This page was created by a member of the free volunteer community supporting OLPC.

  1. There are methodologies to measure the impact of ICT in education.
  2. To see what deployments had an evaluation, click the evaluation page category at the bottom of the page.
  3. OECD PISA: The Programme for International Student Assessment (PISA) is a triennial international survey which aims to evaluate education systems worldwide by testing the skills and knowledge of 15-year-old students. To date, students representing more than 70 economies have participated in the assessment. Discover the lastest set of results from the 2012 data collection (PISA 2012) focusing on mathematics. Around 510,000 students in 65 economies took part in PISA 2012 representing about 28 million 15-year-olds globally. More than 70 economies have signed up to take part in the test in 2015 which will focus on science. http://www.oecd.org/pisa/aboutpisa/
  4. It appears these methodologies are good measuring the impact of ICT in education in developed countries, but not so much in measuring the impact of ICT in developing countries. Example: the methodologies don't measure if e.g. the implementation of the XO-XS results in more or less kids attending school, dropping out of school, teacher motivation, self-confidence, self-esteem, respect, contribution to finishing the school system, etc.

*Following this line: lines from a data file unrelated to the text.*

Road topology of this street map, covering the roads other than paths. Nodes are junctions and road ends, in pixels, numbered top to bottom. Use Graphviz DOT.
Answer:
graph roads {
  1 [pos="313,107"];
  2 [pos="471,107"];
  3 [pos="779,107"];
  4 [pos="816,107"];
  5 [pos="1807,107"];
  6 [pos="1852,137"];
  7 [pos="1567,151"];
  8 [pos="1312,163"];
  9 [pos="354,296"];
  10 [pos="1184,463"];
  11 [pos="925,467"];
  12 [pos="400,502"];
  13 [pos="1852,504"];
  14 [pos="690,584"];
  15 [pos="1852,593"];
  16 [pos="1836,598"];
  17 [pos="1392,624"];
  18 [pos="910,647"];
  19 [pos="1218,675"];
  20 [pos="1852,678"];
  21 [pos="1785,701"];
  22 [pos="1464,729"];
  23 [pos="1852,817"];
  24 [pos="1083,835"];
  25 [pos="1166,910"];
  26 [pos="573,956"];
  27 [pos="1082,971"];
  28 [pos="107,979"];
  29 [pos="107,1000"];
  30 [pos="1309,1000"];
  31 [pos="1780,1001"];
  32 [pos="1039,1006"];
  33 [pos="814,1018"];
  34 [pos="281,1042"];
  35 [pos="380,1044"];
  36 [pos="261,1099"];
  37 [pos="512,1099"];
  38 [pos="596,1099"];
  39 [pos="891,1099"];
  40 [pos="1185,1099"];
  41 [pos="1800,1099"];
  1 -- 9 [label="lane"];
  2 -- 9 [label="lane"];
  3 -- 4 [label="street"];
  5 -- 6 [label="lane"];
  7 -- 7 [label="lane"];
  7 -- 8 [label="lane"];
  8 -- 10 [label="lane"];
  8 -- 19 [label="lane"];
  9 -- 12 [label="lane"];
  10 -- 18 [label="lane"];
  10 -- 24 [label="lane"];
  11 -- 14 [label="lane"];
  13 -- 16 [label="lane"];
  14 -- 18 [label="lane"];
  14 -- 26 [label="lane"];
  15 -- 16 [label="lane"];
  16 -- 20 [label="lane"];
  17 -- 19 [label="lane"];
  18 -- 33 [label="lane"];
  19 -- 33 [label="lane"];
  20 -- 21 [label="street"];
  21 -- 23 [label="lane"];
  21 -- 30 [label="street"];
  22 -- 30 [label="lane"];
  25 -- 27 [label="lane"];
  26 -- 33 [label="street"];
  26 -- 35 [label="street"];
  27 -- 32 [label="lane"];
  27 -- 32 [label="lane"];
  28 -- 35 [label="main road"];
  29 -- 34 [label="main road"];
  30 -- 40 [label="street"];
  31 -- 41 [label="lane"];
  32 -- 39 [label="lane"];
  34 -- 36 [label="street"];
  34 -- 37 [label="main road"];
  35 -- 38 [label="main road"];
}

  5. MIT Media Lab - Prof. Nicholas NEGROPONTE: “We dropped off tablets with no instructions and let the children figure it out,” he says. “They were using 50 apps in five days. They were singing the alphabet songs in two weeks. And they’d hacked Android within 6 months.” as per http://blog.ted.com/2014/03/17/back-to-techs-future-nicholas-negroponte-at-ted2014/
  6. The effort led Negroponte to an experiment in Ethiopia, one which resembles TED Prize winner Sugata Mitra’s “hole in the wall". (see http://www.ted.com/talks/sugata_mitra_build_a_school_in_the_cloud ) Like Mitra, Negroponte wondered: “Can learning happen where there are no schools?”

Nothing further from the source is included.